As will be described in more detail, plastic films are often marketed with a coating, known in the art as a slip coating, on one side to facilitate handling during production and fabrication. The side of the film having the slip coating is called (not unexpectedly) the "slip" side. The other side is the "nonslip" side. Slip coatings generally work by texturing the surface of the film. Two representative approaches to this involve surface texturizing by adding small particles to the plastic film as shown in U.S. Pat. No. 3,884,870 (American Hoechst) and applying and cracking an organic coating on the film as shown in U.S. Pat. No. 4,302,506 (also American Hoechst).
These reflector products, as a general class, may be prepared by applying the reflective layer to the film with a wide range of chemical mirroring methods, vapor deposition processes and sputter deposition techniques. In sputtering, a plasma is created between two electrodes in a high vacuum chamber. This plasma causes atoms of one electrode (the target), which is either metal or a metal compound, to be dislodged and drawn toward the other electrode. The plastic film substrate is placed between the electrodes and the material dislodged from the target is deposited upon the substrate.
Sputtering processes are often accompanied by a pretreatment step called preglow.
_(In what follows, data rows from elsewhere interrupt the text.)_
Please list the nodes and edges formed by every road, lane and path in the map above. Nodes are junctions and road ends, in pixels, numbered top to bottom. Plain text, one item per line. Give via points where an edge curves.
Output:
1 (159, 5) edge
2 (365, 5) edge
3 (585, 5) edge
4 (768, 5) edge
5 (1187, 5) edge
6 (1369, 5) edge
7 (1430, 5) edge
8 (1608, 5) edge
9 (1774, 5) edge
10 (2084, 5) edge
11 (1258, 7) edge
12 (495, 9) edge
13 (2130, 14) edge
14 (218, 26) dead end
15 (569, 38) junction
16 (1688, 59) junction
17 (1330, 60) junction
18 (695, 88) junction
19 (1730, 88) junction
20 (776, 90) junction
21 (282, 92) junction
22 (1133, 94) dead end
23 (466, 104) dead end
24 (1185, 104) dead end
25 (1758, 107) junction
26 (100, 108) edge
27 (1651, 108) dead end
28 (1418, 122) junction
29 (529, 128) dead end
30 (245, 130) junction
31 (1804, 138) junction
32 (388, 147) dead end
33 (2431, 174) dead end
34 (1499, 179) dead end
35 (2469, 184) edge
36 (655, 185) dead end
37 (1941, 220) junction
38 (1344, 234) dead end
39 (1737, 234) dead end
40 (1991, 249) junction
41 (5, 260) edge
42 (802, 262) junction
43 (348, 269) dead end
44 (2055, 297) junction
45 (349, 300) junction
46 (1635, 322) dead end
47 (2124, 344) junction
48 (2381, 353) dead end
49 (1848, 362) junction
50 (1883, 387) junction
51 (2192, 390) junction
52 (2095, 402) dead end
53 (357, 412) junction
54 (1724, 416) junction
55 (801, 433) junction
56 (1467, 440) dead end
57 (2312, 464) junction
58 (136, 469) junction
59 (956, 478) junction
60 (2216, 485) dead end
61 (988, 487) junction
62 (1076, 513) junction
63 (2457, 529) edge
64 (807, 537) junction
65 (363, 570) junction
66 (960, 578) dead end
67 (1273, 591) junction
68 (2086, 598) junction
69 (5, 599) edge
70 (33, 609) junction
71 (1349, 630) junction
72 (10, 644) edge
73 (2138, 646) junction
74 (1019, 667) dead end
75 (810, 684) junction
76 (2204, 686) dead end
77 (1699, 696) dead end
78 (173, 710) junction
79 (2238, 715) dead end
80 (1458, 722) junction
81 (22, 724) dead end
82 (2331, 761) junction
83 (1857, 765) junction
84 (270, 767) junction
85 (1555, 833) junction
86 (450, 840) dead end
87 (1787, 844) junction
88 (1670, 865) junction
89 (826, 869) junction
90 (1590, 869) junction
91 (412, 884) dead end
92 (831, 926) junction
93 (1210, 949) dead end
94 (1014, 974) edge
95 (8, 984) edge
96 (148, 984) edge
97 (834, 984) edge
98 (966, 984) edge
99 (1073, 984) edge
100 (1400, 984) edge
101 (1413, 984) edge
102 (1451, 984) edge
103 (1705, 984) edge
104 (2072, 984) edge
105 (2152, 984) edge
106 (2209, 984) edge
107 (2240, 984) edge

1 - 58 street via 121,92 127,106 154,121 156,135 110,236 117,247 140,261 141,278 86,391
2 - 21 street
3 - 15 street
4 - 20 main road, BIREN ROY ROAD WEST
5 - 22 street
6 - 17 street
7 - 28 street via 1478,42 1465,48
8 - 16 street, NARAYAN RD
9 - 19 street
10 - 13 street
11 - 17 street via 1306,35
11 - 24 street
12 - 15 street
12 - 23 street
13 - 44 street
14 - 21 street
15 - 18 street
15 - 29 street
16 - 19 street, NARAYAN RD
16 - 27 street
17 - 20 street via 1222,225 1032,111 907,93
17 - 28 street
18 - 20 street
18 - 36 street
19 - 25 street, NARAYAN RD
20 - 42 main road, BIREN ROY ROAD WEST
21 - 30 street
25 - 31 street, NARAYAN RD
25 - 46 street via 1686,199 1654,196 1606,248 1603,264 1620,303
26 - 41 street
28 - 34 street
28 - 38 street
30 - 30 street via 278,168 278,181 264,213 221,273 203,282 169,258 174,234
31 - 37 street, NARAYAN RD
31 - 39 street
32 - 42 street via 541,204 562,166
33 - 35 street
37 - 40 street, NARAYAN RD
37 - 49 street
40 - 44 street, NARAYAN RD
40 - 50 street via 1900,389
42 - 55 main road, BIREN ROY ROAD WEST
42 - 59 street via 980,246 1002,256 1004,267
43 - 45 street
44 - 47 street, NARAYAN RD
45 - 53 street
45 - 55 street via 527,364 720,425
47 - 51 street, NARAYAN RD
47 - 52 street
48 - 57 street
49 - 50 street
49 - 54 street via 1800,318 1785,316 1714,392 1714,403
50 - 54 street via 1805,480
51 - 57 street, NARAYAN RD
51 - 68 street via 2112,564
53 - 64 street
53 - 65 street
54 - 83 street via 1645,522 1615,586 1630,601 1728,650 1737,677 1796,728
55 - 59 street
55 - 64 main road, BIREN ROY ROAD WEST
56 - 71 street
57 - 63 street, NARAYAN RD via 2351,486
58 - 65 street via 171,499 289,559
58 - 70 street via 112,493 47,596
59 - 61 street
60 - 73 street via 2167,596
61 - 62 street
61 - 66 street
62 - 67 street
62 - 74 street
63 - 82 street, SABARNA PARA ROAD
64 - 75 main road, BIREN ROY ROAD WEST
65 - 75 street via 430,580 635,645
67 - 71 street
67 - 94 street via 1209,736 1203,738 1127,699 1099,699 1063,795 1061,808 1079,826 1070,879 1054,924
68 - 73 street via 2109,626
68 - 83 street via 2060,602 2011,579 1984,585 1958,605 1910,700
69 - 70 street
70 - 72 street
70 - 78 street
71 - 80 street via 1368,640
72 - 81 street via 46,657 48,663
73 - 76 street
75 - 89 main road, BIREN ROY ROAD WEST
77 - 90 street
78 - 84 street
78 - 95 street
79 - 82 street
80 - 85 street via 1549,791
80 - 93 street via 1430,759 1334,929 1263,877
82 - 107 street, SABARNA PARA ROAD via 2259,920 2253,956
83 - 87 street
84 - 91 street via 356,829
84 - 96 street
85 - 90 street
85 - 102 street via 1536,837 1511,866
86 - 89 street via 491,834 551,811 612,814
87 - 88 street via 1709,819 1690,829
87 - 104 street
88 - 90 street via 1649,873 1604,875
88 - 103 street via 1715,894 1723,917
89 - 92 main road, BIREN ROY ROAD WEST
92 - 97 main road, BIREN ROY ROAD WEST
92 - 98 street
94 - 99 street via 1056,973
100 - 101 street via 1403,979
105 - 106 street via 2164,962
Preglow also employs a plasma that is generated under conditions such that little or no material is deposited upon the substrate. As the name implies, "preglowing" commonly takes place immediately prior to the sputtering steps which involve actual material deposition on the substrate.
One simple format for these films used heretofore involves a single partially transparent metal reflector layer adherent to one side of the plastic film. Another widely employed format has a partially transparent, partially reflective sequence of dielectric and metal layers on one side of the film. Often these layers are in a dielectric-metal-dielectric sequence. In other cases more than one metal layer can be present with the several metal layers bounded by and optionally separated by dielectric layers.
Also in the past it has been proposed to place reflective layers on both sides of a plastic film. This has not found acceptance because the products do not have UV acceptable stability. This has been a vexing problem since double-sided materials do possess certain theoretical performance advantages. The most widely used plastic substrates are polyester materials, most commonly poly(ethyleneteryshthalate) or "PET". We observed that when double-sided polyester products, that is polyester-based materials having metal-layer-containing, heat-reflective structures on both sides, were prepared using art-taught coating methods the products degraded and yellowed prematurely.